Personal information
- Full name: Patrick Michael Jobson
- Born: 4 April 1967 (age 59) Oxford, Oxfordshire, England
- Batting: Right-handed
- Bowling: Right-arm medium

Domestic team information
- 1986–2001: Oxfordshire

Career statistics
| Competition | List A |
| Matches | 6 |
| Runs scored | 50 |
| Batting average | 10.00 |
| 100s/50s | –/– |
| Top score | 30 |
| Balls bowled | – |
| Wickets | – |
| Bowling average | – |
| 5 wickets in innings | – |
| 10 wickets in match | – |
| Best bowling | – |
| Catches/stumpings | 2/– |
- Source: Cricinfo, 20 May 2011

= Patrick Jobson =

English cricketer

Patrick Michael Jobson (born 4 April 1967) is a former English cricketer.
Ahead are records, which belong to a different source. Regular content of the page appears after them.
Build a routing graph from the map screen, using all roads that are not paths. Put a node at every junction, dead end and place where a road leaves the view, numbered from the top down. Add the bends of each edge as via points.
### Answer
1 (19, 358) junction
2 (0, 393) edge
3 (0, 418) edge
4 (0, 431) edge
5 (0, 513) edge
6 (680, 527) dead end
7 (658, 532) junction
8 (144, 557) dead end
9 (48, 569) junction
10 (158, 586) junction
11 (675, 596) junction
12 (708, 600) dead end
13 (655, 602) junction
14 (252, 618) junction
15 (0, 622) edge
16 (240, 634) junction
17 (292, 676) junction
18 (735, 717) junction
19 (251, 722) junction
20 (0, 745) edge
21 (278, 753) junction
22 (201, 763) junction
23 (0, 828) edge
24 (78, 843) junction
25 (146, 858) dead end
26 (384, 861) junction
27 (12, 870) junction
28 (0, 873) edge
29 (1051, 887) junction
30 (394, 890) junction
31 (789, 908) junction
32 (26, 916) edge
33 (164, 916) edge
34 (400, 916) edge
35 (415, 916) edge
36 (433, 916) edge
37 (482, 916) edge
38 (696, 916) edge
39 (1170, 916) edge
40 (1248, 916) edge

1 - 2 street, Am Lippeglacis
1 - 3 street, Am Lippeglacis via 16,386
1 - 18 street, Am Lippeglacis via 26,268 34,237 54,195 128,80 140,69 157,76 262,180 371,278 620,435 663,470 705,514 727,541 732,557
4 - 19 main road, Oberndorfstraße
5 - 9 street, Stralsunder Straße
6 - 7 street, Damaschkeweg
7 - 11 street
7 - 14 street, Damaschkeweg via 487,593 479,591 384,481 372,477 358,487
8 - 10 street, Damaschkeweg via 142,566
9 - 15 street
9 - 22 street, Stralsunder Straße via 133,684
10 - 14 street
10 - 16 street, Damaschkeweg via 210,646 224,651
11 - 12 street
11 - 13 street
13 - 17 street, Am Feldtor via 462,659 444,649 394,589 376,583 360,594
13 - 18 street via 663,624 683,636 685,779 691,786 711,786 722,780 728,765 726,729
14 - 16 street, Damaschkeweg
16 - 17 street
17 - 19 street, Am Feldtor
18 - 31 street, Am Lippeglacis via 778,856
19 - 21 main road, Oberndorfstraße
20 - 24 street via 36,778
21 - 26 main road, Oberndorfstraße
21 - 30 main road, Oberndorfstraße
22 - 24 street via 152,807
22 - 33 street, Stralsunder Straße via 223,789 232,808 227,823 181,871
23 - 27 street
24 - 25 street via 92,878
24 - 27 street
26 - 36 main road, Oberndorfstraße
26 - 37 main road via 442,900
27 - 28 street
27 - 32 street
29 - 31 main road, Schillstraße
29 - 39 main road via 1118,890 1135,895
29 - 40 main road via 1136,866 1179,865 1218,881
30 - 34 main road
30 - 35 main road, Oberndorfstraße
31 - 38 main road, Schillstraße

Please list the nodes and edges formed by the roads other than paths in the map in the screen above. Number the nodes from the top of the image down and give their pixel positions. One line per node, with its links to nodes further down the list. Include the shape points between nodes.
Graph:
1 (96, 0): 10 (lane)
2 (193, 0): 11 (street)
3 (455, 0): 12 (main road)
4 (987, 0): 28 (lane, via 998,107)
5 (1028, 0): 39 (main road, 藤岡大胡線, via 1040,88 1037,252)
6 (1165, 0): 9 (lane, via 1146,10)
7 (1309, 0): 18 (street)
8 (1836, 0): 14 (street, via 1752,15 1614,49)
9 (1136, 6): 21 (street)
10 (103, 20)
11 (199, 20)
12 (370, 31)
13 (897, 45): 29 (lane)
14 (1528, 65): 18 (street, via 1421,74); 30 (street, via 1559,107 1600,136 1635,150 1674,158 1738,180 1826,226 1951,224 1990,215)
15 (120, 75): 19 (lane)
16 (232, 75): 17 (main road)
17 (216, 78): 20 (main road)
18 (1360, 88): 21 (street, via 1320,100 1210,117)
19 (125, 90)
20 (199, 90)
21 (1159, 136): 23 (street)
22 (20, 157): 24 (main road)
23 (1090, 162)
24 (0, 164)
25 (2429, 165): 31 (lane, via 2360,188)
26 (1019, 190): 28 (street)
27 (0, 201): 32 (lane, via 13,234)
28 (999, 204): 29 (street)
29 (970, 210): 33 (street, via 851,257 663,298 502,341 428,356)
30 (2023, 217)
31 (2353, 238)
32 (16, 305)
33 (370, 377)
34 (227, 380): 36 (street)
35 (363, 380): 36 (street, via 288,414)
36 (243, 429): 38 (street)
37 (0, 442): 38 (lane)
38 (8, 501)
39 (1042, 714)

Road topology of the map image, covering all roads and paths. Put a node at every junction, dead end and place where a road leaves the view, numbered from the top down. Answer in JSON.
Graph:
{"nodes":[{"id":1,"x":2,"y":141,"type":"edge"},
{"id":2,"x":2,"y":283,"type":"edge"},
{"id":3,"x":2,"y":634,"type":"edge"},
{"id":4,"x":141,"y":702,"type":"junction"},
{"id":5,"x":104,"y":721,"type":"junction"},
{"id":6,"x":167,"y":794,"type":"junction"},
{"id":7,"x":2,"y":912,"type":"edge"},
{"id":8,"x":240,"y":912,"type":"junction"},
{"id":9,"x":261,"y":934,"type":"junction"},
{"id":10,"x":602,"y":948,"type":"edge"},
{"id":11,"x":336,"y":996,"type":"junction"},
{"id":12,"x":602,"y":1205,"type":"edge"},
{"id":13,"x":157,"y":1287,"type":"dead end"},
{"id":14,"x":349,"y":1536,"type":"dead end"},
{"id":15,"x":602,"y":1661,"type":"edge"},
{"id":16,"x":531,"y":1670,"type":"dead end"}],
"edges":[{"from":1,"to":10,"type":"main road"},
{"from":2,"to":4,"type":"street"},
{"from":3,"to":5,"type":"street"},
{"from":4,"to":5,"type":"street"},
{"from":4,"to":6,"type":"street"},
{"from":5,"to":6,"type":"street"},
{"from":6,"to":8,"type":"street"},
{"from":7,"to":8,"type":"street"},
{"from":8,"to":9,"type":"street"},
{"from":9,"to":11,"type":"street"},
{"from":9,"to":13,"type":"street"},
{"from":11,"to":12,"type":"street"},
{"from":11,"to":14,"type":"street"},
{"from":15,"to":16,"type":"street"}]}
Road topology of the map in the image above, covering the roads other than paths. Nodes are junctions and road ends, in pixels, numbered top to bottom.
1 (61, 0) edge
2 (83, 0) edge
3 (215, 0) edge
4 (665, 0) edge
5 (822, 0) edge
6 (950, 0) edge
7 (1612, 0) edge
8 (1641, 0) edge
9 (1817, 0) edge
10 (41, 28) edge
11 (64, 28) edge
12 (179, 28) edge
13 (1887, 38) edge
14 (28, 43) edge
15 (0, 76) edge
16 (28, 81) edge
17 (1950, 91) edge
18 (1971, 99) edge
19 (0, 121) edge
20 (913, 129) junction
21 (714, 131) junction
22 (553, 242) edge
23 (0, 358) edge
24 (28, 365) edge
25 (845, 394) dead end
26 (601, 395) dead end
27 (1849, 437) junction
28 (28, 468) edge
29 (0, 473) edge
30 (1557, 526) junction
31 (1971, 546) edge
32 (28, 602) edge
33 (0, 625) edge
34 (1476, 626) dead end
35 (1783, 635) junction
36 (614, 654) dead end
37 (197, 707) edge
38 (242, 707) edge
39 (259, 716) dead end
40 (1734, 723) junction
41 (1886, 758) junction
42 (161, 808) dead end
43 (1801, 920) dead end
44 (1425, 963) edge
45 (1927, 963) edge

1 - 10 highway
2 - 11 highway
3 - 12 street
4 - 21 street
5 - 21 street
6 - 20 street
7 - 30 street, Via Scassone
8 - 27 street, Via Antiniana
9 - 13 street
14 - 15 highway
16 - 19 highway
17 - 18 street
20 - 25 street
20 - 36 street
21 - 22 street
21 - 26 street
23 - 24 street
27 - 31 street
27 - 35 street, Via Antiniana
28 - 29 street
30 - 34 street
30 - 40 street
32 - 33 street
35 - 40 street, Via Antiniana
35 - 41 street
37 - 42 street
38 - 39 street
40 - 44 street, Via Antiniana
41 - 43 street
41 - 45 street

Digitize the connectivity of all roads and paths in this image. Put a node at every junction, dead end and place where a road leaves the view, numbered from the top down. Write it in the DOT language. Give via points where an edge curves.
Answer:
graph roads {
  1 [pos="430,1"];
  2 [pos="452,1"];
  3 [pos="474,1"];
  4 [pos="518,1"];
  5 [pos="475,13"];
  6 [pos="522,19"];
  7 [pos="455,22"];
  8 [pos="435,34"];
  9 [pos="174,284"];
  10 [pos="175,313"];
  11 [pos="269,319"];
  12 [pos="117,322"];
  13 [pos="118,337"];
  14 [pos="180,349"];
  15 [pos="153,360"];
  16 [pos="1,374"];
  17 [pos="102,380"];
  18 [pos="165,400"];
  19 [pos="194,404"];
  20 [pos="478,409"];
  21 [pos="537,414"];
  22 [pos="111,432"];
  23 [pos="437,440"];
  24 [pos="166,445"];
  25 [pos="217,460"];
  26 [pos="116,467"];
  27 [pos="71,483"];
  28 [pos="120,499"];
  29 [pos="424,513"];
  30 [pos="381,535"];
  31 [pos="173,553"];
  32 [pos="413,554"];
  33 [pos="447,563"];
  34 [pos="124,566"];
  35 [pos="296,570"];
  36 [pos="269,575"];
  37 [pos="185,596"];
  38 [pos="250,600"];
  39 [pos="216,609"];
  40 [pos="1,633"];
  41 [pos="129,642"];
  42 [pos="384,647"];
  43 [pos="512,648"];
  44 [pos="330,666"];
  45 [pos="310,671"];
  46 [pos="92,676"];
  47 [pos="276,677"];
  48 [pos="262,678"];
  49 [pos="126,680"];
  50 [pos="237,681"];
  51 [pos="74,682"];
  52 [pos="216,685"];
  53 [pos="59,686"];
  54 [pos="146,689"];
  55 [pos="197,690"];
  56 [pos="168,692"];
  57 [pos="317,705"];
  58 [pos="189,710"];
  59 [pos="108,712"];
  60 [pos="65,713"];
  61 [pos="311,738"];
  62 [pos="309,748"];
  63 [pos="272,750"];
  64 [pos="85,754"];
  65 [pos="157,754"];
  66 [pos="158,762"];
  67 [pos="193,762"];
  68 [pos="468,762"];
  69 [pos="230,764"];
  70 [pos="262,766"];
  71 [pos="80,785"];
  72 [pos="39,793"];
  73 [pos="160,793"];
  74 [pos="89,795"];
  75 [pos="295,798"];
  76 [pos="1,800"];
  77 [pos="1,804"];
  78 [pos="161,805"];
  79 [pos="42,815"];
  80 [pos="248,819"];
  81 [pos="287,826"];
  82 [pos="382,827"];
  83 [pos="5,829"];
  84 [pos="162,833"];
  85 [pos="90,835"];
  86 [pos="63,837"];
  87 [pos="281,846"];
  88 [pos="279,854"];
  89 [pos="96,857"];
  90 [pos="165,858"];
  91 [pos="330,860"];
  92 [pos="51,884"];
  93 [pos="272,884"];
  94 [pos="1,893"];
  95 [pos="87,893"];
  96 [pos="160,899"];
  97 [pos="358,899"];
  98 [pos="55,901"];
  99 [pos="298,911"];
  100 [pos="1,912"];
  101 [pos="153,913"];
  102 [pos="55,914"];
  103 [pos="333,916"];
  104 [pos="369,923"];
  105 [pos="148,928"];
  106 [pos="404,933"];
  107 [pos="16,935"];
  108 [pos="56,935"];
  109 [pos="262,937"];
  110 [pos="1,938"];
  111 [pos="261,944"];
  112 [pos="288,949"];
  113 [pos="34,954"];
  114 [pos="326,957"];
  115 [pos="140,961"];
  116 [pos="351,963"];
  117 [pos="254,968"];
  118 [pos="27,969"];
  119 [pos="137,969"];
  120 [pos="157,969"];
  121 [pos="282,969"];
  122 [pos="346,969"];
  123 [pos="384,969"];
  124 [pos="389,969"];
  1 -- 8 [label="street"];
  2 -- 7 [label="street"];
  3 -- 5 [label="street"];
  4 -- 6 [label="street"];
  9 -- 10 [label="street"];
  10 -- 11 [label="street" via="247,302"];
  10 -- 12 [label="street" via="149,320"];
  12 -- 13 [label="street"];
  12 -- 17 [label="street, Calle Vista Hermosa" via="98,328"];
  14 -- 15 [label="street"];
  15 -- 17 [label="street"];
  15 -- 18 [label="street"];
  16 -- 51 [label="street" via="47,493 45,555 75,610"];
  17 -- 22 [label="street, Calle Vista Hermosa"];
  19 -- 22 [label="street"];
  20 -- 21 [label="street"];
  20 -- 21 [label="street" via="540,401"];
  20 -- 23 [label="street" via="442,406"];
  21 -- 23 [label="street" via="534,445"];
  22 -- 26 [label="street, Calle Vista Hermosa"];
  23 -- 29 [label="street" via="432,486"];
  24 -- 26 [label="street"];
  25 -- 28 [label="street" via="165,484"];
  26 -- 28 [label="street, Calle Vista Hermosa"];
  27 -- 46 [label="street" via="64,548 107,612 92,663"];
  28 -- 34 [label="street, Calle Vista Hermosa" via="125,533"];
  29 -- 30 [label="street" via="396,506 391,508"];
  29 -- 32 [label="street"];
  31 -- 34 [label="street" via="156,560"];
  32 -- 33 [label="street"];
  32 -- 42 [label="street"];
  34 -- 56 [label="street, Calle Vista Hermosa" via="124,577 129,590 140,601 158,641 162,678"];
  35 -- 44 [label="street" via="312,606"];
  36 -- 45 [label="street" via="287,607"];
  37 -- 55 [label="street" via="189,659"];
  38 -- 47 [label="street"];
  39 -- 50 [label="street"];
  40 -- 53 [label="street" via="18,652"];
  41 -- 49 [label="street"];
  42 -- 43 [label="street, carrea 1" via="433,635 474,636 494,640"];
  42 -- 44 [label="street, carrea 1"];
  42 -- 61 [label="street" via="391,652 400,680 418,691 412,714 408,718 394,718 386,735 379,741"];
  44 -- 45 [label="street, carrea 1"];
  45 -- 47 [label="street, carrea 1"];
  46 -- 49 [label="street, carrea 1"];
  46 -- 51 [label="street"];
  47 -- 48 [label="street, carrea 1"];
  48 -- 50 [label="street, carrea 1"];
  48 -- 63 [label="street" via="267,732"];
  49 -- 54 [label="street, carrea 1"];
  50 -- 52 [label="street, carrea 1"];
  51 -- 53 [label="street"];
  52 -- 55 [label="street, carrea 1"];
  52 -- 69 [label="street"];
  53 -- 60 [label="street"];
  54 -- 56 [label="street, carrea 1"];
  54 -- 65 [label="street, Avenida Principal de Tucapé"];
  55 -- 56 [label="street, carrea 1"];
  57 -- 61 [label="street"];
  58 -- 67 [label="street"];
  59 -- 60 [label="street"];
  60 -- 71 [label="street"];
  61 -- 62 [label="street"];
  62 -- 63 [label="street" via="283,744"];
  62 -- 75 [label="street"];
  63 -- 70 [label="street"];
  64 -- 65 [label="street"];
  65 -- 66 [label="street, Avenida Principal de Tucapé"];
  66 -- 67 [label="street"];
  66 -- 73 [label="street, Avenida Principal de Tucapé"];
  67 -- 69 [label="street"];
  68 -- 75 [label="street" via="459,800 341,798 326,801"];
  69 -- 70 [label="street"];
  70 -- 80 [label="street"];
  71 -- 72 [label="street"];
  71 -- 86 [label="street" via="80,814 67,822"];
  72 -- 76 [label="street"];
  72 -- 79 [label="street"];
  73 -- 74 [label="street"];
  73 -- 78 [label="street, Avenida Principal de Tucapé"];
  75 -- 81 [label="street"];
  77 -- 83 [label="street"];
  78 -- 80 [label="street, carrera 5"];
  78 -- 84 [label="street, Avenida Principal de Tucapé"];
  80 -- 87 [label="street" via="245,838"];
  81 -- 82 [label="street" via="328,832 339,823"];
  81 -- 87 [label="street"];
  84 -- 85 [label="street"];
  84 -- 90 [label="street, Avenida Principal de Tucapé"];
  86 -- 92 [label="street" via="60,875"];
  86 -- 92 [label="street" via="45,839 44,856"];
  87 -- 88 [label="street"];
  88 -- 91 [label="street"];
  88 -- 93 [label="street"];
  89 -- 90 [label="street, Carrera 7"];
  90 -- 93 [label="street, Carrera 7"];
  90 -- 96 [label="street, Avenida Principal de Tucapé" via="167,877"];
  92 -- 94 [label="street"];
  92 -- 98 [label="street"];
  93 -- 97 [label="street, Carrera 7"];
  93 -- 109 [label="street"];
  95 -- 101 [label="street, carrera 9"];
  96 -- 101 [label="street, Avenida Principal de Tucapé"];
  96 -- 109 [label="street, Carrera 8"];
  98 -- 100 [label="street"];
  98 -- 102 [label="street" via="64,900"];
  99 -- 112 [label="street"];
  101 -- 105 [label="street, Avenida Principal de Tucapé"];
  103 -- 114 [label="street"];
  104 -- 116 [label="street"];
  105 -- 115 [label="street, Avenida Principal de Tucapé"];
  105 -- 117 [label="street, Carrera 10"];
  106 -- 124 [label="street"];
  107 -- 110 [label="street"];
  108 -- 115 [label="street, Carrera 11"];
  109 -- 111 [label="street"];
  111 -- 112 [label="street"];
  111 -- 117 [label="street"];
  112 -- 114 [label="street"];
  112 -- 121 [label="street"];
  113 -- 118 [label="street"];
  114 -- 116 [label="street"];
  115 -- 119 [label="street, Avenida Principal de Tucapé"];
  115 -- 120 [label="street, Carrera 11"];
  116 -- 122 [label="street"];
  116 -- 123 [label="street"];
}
Jobson was a right-handed batsman who bowled right-arm medium pace. He was born in Oxford, Oxfordshire.

Jobson made his debut for Oxfordshire in the 1986 Minor Counties Championship against Shropshire. Jobson played Minor counties cricket for Oxfordshire from 1986 to 2001, which included 45 Minor Counties Championship matches and 13 MCCA Knockout Trophy matches. He made his List A debut against Gloucestershire in the 1989 NatWest Trophy. He played 5 further List A matches, the last coming against Somerset in the 1994 NatWest Trophy. In his 6 List A matches, he scored 50 runs at a batting average of 10.00, with a high score of 30.

He had previously played Second XI cricket for the Essex Second XI.